_Exercise instructions_. Below are lines of data. Give the number of them that contain the string "paths", and nothing else.

====== Input data ======

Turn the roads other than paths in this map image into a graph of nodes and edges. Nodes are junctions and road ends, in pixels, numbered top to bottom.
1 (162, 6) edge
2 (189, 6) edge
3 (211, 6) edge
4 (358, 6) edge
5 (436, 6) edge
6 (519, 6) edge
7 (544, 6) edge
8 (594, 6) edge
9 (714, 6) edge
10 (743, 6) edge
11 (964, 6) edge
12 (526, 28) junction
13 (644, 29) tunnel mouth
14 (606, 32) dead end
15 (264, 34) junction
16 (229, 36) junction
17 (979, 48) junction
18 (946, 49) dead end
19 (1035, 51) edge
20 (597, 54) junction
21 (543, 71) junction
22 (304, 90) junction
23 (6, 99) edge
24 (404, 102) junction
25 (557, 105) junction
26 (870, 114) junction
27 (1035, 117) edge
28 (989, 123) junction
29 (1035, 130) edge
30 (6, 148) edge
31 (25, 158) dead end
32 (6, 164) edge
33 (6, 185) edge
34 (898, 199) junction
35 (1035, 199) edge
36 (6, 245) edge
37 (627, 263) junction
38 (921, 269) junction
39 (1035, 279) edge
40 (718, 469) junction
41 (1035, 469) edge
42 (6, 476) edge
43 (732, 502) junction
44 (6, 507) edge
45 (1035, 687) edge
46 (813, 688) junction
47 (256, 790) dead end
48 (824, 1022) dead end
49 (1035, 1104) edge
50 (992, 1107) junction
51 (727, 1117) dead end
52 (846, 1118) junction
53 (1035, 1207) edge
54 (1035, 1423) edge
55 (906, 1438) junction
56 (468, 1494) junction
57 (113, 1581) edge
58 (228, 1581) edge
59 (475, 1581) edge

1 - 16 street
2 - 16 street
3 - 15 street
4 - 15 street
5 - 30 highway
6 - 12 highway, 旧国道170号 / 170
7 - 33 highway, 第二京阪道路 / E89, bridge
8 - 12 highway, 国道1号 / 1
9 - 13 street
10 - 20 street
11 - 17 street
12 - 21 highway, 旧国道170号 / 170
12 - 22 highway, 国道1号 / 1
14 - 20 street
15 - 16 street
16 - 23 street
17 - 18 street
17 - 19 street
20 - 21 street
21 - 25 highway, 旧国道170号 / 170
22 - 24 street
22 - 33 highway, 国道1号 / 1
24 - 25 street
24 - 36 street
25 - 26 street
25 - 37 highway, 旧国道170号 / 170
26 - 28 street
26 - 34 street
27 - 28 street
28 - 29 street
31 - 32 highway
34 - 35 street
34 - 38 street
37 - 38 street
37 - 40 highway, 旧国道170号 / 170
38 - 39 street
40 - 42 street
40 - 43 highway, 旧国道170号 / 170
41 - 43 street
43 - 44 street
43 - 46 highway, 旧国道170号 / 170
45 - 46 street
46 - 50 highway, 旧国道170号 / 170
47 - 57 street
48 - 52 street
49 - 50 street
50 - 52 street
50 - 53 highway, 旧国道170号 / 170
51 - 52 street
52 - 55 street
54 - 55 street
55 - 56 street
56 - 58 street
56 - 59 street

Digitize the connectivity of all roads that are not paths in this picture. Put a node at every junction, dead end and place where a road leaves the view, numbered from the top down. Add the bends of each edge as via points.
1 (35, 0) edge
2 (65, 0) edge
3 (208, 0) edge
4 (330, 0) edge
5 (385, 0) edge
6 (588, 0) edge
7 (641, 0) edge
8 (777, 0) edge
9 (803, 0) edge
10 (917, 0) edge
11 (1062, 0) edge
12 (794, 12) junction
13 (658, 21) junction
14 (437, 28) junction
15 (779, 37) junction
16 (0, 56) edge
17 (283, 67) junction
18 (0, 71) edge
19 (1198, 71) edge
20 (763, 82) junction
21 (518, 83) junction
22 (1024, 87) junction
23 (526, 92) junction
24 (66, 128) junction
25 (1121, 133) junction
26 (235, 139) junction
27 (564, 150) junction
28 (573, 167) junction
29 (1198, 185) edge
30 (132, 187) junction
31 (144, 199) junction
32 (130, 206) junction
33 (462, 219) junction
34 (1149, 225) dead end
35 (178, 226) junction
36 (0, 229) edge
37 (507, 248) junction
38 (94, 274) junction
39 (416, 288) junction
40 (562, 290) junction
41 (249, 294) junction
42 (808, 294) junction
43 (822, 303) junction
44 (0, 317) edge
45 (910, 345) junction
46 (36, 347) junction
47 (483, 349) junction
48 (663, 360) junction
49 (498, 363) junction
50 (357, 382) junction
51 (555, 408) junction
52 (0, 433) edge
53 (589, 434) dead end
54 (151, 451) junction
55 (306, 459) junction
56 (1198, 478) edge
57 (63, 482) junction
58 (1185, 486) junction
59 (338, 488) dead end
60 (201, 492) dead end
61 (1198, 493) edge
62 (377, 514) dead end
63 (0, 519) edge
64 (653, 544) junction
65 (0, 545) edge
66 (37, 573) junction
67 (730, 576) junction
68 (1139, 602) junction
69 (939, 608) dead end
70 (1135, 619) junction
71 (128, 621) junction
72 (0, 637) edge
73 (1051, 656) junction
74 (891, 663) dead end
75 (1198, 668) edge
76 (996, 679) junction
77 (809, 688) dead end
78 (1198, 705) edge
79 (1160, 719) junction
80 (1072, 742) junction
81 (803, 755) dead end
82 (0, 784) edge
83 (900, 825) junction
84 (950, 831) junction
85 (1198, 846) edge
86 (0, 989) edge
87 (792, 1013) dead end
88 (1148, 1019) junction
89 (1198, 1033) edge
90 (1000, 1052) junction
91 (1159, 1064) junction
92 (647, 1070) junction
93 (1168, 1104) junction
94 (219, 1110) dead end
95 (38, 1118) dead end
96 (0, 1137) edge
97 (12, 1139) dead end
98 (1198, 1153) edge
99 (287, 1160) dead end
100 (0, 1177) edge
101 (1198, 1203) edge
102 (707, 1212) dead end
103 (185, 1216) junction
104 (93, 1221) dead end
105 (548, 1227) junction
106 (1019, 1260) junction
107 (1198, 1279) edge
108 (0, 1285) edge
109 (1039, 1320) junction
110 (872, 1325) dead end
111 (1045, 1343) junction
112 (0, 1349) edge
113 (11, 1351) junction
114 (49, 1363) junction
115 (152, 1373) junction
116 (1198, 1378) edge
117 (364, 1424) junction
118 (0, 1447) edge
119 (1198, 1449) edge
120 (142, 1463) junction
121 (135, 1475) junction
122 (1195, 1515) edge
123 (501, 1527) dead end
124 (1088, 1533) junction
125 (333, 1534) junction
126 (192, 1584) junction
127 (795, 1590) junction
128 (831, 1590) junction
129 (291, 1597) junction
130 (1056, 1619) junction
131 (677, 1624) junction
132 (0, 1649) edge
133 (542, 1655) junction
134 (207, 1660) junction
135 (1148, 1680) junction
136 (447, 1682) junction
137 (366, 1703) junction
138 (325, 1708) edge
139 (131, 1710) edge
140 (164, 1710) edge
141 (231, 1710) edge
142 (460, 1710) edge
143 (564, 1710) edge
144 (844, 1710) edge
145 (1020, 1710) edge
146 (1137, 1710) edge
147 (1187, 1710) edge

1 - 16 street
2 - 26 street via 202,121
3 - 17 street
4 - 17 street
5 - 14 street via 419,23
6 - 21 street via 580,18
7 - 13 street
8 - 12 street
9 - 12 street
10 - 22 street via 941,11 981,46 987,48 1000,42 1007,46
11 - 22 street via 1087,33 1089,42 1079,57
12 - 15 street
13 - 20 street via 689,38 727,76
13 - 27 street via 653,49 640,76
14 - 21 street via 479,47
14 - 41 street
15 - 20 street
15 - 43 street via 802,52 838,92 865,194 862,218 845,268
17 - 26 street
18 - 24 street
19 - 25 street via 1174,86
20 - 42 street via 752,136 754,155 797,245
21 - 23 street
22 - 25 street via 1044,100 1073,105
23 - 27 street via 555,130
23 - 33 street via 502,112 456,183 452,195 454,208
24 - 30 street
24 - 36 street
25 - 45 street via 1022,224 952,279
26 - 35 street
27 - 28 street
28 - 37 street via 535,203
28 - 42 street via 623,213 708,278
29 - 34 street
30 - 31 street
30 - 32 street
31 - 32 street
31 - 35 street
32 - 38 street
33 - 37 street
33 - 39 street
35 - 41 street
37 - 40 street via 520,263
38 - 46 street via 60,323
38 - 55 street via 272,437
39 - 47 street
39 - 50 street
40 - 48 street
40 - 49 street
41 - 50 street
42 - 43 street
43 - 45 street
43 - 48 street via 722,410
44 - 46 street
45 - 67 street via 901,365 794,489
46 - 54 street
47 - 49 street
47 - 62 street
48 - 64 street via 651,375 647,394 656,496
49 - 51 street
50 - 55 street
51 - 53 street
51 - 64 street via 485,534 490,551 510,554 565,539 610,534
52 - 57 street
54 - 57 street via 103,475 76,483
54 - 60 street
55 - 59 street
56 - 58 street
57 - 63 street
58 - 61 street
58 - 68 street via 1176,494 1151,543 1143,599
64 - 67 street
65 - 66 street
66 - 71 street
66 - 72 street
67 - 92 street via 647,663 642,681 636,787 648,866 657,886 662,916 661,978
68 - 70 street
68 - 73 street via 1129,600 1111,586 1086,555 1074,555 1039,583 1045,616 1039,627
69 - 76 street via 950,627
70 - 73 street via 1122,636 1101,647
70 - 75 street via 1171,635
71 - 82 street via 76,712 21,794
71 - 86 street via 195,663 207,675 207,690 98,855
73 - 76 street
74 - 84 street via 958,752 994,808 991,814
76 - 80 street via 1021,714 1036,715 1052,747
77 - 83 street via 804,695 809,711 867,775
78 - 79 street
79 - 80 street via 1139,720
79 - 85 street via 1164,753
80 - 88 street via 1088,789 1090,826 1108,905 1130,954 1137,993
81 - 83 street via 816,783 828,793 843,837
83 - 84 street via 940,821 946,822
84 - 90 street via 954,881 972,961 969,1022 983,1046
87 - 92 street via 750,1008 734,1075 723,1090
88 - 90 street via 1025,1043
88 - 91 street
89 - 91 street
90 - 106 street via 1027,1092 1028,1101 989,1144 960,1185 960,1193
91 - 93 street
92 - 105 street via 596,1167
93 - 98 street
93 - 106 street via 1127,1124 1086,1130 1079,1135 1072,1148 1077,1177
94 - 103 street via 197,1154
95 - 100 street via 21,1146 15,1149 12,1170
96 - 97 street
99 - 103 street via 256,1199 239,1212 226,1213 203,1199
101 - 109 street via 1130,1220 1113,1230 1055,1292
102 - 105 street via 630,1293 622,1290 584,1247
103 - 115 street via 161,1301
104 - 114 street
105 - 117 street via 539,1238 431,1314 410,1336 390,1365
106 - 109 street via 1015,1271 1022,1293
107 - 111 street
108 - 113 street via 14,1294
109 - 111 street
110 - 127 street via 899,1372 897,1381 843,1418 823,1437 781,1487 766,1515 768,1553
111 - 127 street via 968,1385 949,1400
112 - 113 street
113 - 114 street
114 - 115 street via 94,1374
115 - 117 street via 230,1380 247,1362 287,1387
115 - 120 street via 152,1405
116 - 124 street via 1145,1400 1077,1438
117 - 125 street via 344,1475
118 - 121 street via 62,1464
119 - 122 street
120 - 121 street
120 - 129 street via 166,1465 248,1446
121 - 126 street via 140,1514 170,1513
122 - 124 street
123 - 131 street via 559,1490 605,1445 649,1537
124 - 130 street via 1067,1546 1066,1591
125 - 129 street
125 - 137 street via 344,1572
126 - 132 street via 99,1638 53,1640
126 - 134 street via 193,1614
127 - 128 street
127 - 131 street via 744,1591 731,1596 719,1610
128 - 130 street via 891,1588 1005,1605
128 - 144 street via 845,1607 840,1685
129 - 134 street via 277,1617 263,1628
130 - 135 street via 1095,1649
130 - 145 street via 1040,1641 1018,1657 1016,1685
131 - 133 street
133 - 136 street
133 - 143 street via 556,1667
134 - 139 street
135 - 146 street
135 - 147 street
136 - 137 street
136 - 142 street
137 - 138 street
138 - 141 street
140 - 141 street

======

_Exercise response_. 2